- _Task to complete_
Make your reply a word-for-word repeat of the records.
—————
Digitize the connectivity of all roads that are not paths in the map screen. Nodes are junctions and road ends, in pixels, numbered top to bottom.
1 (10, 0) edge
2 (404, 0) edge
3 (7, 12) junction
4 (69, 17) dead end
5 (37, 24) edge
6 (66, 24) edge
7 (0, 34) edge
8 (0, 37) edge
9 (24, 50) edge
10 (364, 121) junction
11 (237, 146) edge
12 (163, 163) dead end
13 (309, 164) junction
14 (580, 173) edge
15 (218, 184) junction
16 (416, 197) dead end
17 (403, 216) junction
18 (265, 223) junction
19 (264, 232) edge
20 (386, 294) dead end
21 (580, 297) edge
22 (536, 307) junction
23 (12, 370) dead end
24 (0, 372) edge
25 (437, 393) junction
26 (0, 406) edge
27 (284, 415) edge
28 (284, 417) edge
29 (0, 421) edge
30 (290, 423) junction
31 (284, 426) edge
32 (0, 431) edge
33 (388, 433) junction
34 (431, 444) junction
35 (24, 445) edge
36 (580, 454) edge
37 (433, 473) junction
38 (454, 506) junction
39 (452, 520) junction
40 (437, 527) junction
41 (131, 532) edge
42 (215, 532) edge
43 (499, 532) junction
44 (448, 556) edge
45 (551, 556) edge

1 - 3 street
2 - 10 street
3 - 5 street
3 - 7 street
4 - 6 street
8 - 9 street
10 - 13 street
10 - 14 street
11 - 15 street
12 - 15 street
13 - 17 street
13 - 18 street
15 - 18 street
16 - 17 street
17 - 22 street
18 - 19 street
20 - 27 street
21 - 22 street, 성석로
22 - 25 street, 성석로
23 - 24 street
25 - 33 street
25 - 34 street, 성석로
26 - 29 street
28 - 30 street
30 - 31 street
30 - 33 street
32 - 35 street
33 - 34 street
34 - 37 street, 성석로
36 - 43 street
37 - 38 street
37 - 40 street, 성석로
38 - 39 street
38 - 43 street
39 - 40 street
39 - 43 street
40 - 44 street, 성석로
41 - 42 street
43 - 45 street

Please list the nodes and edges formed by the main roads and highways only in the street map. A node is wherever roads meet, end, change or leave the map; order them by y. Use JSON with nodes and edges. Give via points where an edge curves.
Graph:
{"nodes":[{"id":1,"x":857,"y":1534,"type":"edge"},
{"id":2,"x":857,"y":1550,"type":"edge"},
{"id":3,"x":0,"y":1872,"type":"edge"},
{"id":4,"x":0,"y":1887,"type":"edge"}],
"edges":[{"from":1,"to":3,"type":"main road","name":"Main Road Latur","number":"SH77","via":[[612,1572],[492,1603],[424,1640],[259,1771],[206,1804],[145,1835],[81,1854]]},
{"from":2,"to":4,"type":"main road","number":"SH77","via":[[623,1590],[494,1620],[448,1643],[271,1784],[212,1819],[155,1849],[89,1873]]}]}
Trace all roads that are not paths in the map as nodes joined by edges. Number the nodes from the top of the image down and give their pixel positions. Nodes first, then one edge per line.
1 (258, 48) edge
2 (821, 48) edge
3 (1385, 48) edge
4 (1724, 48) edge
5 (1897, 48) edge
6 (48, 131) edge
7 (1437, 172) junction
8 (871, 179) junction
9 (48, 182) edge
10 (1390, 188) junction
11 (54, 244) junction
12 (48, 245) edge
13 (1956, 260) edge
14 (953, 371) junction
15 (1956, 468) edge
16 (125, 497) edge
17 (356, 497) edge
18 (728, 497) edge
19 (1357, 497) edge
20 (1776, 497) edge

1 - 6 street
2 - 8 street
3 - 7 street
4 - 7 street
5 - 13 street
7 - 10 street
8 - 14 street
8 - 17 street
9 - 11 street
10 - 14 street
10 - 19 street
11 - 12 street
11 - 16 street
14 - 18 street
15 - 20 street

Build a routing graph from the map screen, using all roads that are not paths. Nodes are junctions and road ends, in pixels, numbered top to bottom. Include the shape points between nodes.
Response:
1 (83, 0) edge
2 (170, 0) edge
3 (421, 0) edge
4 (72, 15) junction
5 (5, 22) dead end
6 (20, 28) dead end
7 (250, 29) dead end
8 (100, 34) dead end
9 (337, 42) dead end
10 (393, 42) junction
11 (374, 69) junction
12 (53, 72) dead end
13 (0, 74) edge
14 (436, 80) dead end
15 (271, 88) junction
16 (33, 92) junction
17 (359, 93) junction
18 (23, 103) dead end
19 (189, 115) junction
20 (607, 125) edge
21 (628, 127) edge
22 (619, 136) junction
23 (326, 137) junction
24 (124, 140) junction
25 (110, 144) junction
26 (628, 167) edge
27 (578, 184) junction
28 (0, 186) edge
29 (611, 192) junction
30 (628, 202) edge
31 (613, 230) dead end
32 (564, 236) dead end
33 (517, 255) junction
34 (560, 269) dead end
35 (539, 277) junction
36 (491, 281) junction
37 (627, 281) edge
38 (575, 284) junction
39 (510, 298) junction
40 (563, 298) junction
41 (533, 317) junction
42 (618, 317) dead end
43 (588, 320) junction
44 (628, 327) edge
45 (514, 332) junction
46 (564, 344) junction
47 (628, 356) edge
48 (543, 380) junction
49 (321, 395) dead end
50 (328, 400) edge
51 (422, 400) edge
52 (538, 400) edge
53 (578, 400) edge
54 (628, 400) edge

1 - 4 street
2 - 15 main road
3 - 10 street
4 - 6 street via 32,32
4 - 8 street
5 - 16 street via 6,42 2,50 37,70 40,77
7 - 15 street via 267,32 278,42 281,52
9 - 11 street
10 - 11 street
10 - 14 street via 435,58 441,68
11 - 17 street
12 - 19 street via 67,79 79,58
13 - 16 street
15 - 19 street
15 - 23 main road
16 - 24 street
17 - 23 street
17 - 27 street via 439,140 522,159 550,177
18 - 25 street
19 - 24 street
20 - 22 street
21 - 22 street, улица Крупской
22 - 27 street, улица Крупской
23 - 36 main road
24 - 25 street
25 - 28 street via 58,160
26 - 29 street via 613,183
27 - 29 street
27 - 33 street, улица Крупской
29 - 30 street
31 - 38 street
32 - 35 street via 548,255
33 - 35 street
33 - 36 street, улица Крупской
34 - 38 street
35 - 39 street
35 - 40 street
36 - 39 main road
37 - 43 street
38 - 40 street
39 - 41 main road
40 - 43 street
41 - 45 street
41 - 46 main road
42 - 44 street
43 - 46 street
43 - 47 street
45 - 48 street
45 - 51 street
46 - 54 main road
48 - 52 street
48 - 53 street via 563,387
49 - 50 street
—————
- _Response_
Digitize the connectivity of all roads that are not paths in the map screen. Nodes are junctions and road ends, in pixels, numbered top to bottom.
1 (10, 0) edge
2 (404, 0) edge
3 (7, 12) junction
4 (69, 17) dead end
5 (37, 24) edge
6 (66, 24) edge
7 (0, 34) edge
8 (0, 37) edge
9 (24, 50) edge
10 (364, 121) junction
11 (237, 146) edge
12 (163, 163) dead end
13 (309, 164) junction
14 (580, 173) edge
15 (218, 184) junction
16 (416, 197) dead end
17 (403, 216) junction
18 (265, 223) junction
19 (264, 232) edge
20 (386, 294) dead end
21 (580, 297) edge
22 (536, 307) junction
23 (12, 370) dead end
24 (0, 372) edge
25 (437, 393) junction
26 (0, 406) edge
27 (284, 415) edge
28 (284, 417) edge
29 (0, 421) edge
30 (290, 423) junction
31 (284, 426) edge
32 (0, 431) edge
33 (388, 433) junction
34 (431, 444) junction
35 (24, 445) edge
36 (580, 454) edge
37 (433, 473) junction
38 (454, 506) junction
39 (452, 520) junction
40 (437, 527) junction
41 (131, 532) edge
42 (215, 532) edge
43 (499, 532) junction
44 (448, 556) edge
45 (551, 556) edge

1 - 3 street
2 - 10 street
3 - 5 street
3 - 7 street
4 - 6 street
8 - 9 street
10 - 13 street
10 - 14 street
11 - 15 street
12 - 15 street
13 - 17 street
13 - 18 street
15 - 18 street
16 - 17 street
17 - 22 street
18 - 19 street
20 - 27 street
21 - 22 street, 성석로
22 - 25 street, 성석로
23 - 24 street
25 - 33 street
25 - 34 street, 성석로
26 - 29 street
28 - 30 street
30 - 31 street
30 - 33 street
32 - 35 street
33 - 34 street
34 - 37 street, 성석로
36 - 43 street
37 - 38 street
37 - 40 street, 성석로
38 - 39 street
38 - 43 street
39 - 40 street
39 - 43 street
40 - 44 street, 성석로
41 - 42 street
43 - 45 street

Please list the nodes and edges formed by the main roads and highways only in the street map. A node is wherever roads meet, end, change or leave the map; order them by y. Use JSON with nodes and edges. Give via points where an edge curves.
Graph:
{"nodes":[{"id":1,"x":857,"y":1534,"type":"edge"},
{"id":2,"x":857,"y":1550,"type":"edge"},
{"id":3,"x":0,"y":1872,"type":"edge"},
{"id":4,"x":0,"y":1887,"type":"edge"}],
"edges":[{"from":1,"to":3,"type":"main road","name":"Main Road Latur","number":"SH77","via":[[612,1572],[492,1603],[424,1640],[259,1771],[206,1804],[145,1835],[81,1854]]},
{"from":2,"to":4,"type":"main road","number":"SH77","via":[[623,1590],[494,1620],[448,1643],[271,1784],[212,1819],[155,1849],[89,1873]]}]}
Trace all roads that are not paths in the map as nodes joined by edges. Number the nodes from the top of the image down and give their pixel positions. Nodes first, then one edge per line.
1 (258, 48) edge
2 (821, 48) edge
3 (1385, 48) edge
4 (1724, 48) edge
5 (1897, 48) edge
6 (48, 131) edge
7 (1437, 172) junction
8 (871, 179) junction
9 (48, 182) edge
10 (1390, 188) junction
11 (54, 244) junction
12 (48, 245) edge
13 (1956, 260) edge
14 (953, 371) junction
15 (1956, 468) edge
16 (125, 497) edge
17 (356, 497) edge
18 (728, 497) edge
19 (1357, 497) edge
20 (1776, 497) edge

1 - 6 street
2 - 8 street
3 - 7 street
4 - 7 street
5 - 13 street
7 - 10 street
8 - 14 street
8 - 17 street
9 - 11 street
10 - 14 street
10 - 19 street
11 - 12 street
11 - 16 street
14 - 18 street
15 - 20 street

Build a routing graph from the map screen, using all roads that are not paths. Nodes are junctions and road ends, in pixels, numbered top to bottom. Include the shape points between nodes.
Response:
1 (83, 0) edge
2 (170, 0) edge
3 (421, 0) edge
4 (72, 15) junction
5 (5, 22) dead end
6 (20, 28) dead end
7 (250, 29) dead end
8 (100, 34) dead end
9 (337, 42) dead end
10 (393, 42) junction
11 (374, 69) junction
12 (53, 72) dead end
13 (0, 74) edge
14 (436, 80) dead end
15 (271, 88) junction
16 (33, 92) junction
17 (359, 93) junction
18 (23, 103) dead end
19 (189, 115) junction
20 (607, 125) edge
21 (628, 127) edge
22 (619, 136) junction
23 (326, 137) junction
24 (124, 140) junction
25 (110, 144) junction
26 (628, 167) edge
27 (578, 184) junction
28 (0, 186) edge
29 (611, 192) junction
30 (628, 202) edge
31 (613, 230) dead end
32 (564, 236) dead end
33 (517, 255) junction
34 (560, 269) dead end
35 (539, 277) junction
36 (491, 281) junction
37 (627, 281) edge
38 (575, 284) junction
39 (510, 298) junction
40 (563, 298) junction
41 (533, 317) junction
42 (618, 317) dead end
43 (588, 320) junction
44 (628, 327) edge
45 (514, 332) junction
46 (564, 344) junction
47 (628, 356) edge
48 (543, 380) junction
49 (321, 395) dead end
50 (328, 400) edge
51 (422, 400) edge
52 (538, 400) edge
53 (578, 400) edge
54 (628, 400) edge

1 - 4 street
2 - 15 main road
3 - 10 street
4 - 6 street via 32,32
4 - 8 street
5 - 16 street via 6,42 2,50 37,70 40,77
7 - 15 street via 267,32 278,42 281,52
9 - 11 street
10 - 11 street
10 - 14 street via 435,58 441,68
11 - 17 street
12 - 19 street via 67,79 79,58
13 - 16 street
15 - 19 street
15 - 23 main road
16 - 24 street
17 - 23 street
17 - 27 street via 439,140 522,159 550,177
18 - 25 street
19 - 24 street
20 - 22 street
21 - 22 street, улица Крупской
22 - 27 street, улица Крупской
23 - 36 main road
24 - 25 street
25 - 28 street via 58,160
26 - 29 street via 613,183
27 - 29 street
27 - 33 street, улица Крупской
29 - 30 street
31 - 38 street
32 - 35 street via 548,255
33 - 35 street
33 - 36 street, улица Крупской
34 - 38 street
35 - 39 street
35 - 40 street
36 - 39 main road
37 - 43 street
38 - 40 street
39 - 41 main road
40 - 43 street
41 - 45 street
41 - 46 main road
42 - 44 street
43 - 46 street
43 - 47 street
45 - 48 street
45 - 51 street
46 - 54 main road
48 - 52 street
48 - 53 street via 563,387
49 - 50 street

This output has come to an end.